PROVIDED RECORDS
= Beginning of Section =
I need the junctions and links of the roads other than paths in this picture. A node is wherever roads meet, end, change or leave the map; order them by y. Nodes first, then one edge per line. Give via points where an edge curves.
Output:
= End of Section =
= Beginning of Section =
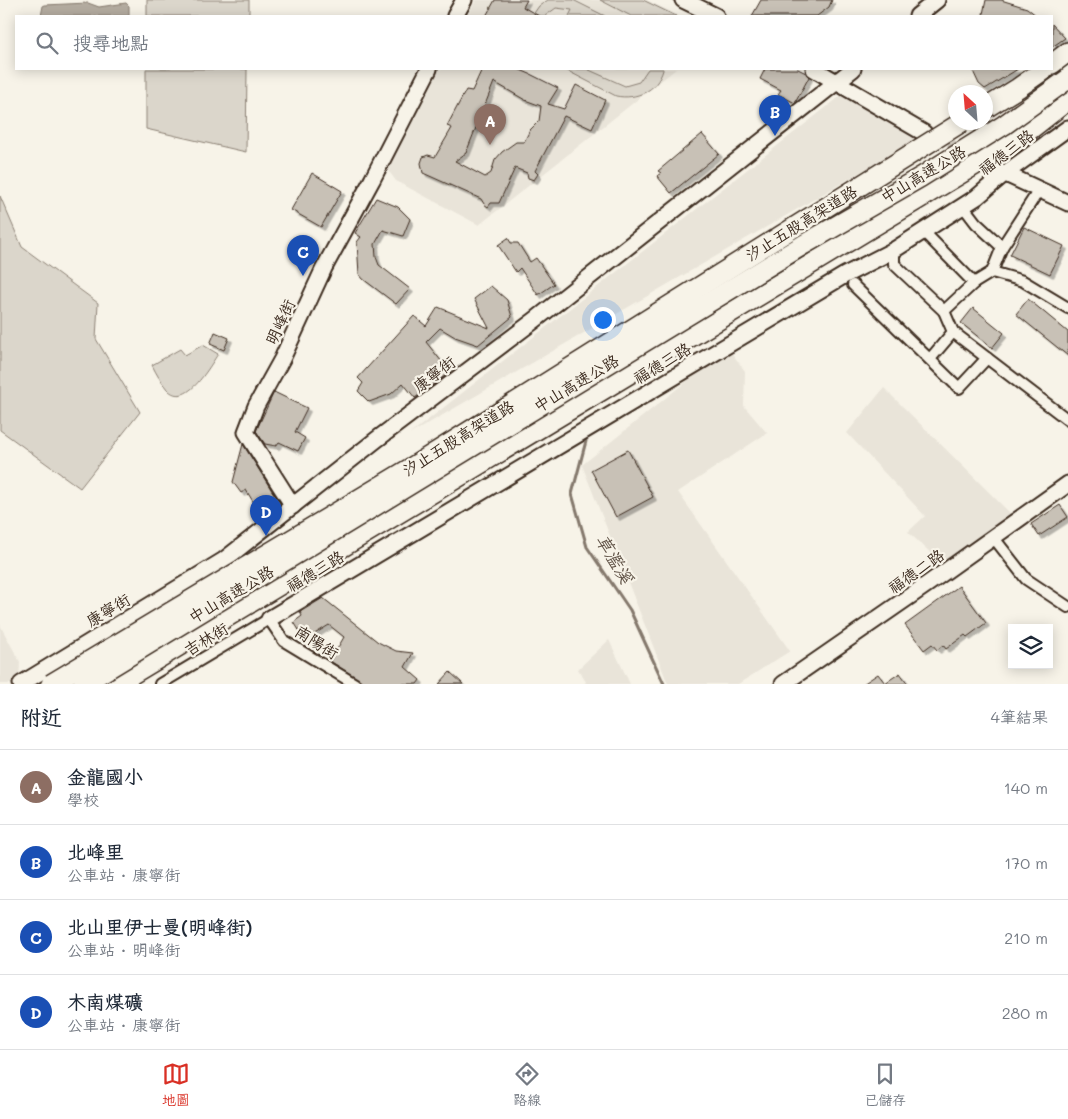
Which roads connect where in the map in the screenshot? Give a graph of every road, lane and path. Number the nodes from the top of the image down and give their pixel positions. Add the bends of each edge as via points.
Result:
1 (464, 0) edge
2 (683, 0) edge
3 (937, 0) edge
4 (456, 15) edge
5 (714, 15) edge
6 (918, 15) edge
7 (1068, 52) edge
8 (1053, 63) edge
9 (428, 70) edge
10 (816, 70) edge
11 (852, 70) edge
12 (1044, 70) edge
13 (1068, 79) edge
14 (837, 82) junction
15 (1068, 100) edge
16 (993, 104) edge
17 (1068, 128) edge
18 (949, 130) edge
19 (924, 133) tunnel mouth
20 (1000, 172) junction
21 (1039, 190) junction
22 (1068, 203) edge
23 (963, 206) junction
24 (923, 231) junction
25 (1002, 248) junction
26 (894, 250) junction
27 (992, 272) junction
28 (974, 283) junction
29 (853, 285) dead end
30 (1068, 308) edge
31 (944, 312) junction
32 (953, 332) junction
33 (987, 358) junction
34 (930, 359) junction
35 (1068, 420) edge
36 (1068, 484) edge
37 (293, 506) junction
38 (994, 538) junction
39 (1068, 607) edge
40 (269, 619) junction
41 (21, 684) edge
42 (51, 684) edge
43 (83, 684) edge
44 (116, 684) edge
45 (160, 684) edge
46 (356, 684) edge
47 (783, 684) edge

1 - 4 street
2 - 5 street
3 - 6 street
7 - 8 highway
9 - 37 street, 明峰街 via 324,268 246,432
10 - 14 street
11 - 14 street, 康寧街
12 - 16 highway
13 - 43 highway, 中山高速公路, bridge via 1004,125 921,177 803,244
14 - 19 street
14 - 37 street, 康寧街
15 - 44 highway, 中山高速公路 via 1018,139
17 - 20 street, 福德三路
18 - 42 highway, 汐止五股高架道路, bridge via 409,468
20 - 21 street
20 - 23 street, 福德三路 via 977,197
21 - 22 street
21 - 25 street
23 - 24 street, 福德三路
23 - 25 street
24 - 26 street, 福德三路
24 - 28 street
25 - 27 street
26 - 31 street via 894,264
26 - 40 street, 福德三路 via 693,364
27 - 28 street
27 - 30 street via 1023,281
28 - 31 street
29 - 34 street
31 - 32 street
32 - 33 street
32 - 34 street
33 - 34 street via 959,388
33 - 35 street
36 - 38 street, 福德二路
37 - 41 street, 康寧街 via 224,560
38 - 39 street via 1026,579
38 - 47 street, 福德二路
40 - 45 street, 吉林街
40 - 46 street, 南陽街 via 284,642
= End of Section =
REQUIRED ACTION
This exercise needs every line of the listing that contains the word "where".

EXERCISE RESPONSE
I need the junctions and links of the roads other than paths in this picture. A node is wherever roads meet, end, change or leave the map; order them by y. Nodes first, then one edge per line. Give via points where an edge curves.
Which roads connect where in the map in the screenshot? Give a graph of every road, lane and path. Number the nodes from the top of the image down and give their pixel positions. Add the bends of each edge as via points.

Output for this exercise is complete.